Building Zact AI: An AI Teammate for Meetings
Context
Zact AI started in a very ordinary way. I moved in with two of my former classmates from ALU, Moussa and Chernet. We’d been living together for a while, and we kept circling the same idea. It would be fun to build things on the weekends and see what happens if we ship consistently.
So we did. No grand plan, no “startup energy.” Just shipping and learning in public.
A day out coding on Zact.Shipping, as a default
Living together made progress almost inevitable. Ideas came up in random conversations, at the table, in the hallway, late at night. The feedback loop was short enough that we could test a thought the same day.
We started with small developer packages: tools we genuinely wanted, built quickly, then improved through real usage.
The first real signal: nl-shell
One of the early tools we built was nl-shell. The idea was simple: communicate with your terminal in natural language.
We designed it to support multiple model providers (OpenAI, Anthropic, Gemini, DeepSeek, and others) because we didn’t want a dev tool that only worked if you committed to one ecosystem.
Within the first two weeks, it was doing 300+ downloads weekly.
That number isn’t “internet famous,” but it’s the kind of signal that matters when you’re early: strangers choosing to install something you built, and choosing to come back. It gave us the motivation we needed to think bigger.
At that point, Moussa suggested we start working on a larger problem. Something that isn’t just a tool, but a direction.
From dev tools to infrastructure: NuPl
After we saw early adoption, we started asking a broader question: if developers were experimenting with agents everywhere, why did the ecosystem still feel so fragmented and fragile?
We pivoted into another side project called NuPl (“New platform for AI”). The direction was ambitious: infrastructure for DevOps and AI agents. Basically, version control, testing, and observability for LLM agents at scale.
The goal was simple to describe and hard to execute: make agents feel less like magic and more like systems you can reason about. Reliable, measurable, and debuggable.
The belief underneath it
With Moussa, I’ve always shared the same objective: democratize AI agent operations and help create the standard for agent infrastructure.
We believe AI agents shouldn’t be mysterious, fragile, or locked behind technical expertise. They should be observable, reliable, and usable by anyone, the way we expect traditional software systems to be.
That belief kept pulling us forward even when the implementation details kept changing.
The pivot that clarified the real question
NuPl taught us a lot, but it also surfaced a bigger question.
What if we didn’t just build infrastructure for agents? What if we built a system where agents actually help people build and run companies?
That was the moment Zact came into focus. It wasn’t an instant switch; it happened after shipping, learning, and hitting the edges of what we were building. But once the question was clear, the direction became obvious.

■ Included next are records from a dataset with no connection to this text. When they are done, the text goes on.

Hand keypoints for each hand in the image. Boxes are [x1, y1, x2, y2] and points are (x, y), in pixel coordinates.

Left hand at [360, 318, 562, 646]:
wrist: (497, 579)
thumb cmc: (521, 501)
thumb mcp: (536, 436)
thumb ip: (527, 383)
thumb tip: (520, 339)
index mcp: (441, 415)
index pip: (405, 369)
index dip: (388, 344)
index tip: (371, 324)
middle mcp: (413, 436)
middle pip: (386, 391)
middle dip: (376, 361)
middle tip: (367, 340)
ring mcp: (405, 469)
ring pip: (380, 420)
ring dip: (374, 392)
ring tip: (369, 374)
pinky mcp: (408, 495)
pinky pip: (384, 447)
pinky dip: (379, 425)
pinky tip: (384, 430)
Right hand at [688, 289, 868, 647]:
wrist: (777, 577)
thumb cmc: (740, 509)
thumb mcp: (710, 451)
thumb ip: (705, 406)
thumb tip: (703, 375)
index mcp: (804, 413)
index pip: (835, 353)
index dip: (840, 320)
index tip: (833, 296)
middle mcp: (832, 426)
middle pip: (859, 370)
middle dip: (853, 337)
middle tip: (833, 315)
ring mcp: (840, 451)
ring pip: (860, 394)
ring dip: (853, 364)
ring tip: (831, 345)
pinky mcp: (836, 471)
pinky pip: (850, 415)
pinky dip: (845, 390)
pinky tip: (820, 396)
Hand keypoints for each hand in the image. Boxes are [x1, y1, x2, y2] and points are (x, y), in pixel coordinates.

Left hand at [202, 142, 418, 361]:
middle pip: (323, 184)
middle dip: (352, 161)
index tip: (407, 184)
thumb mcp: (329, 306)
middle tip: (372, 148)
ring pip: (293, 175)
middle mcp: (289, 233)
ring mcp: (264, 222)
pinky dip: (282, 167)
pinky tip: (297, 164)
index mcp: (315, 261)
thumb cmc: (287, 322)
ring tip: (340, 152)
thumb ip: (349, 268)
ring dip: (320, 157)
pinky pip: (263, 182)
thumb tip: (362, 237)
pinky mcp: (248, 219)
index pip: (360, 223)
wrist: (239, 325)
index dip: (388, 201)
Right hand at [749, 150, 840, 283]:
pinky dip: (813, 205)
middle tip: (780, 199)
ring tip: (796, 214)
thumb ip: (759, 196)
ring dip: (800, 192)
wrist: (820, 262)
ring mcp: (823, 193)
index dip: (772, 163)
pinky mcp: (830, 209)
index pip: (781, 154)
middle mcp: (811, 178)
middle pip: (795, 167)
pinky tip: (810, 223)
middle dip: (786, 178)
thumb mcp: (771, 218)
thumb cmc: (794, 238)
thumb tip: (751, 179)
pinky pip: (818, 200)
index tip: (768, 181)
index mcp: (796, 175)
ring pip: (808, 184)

Zact became our answer to everything we had learned: from building dev tools, from shipping fast, from watching AI tooling fragment, and from watching founders struggle to turn ideas into structured execution.
What we’re building now
Today, Zact is our attempt to build a world where AI agents are first-class teammates and companies behave more like systems than tool stacks.
More concretely, Zact is an AI teammate that shows up in the place where work often begins and then quietly falls apart: meetings.
Meetings create momentum. Follow-ups lose it. Decisions disappear into chat logs. Action items get fuzzy. Notes end up everywhere. And even when everyone is trying, the thread breaks.
Zact is built to keep that thread intact without being spammy or cringe.
When Zact joins a call, it comes with context. It understands the meeting title, agenda, and who’s in the room. Over time it keeps a running memory of what was decided, what changed, and what matters.
During the meeting, it can help in small, human ways that add up:
It can summarize mid-call when people need to reset. It can ask clarifying questions when an owner or deadline is vague. It can steer the conversation back toward decisions when it’s drifting.
After the meeting, it does the part that usually gets dropped:
It turns talk into execution. It converts decisions into owners and next steps, pushes outcomes into the tools your team already uses, and keeps a history so nothing slips quietly.
In other words, Zact is a full-stack platform for AI meeting assistants that participate in real time and automatically sync outcomes to your workspace.
That’s the standard we’re building toward with Zact: agents that participate in real work, inside real organizations, with real accountability, and with the same reliability and observability we expect from traditional software systems.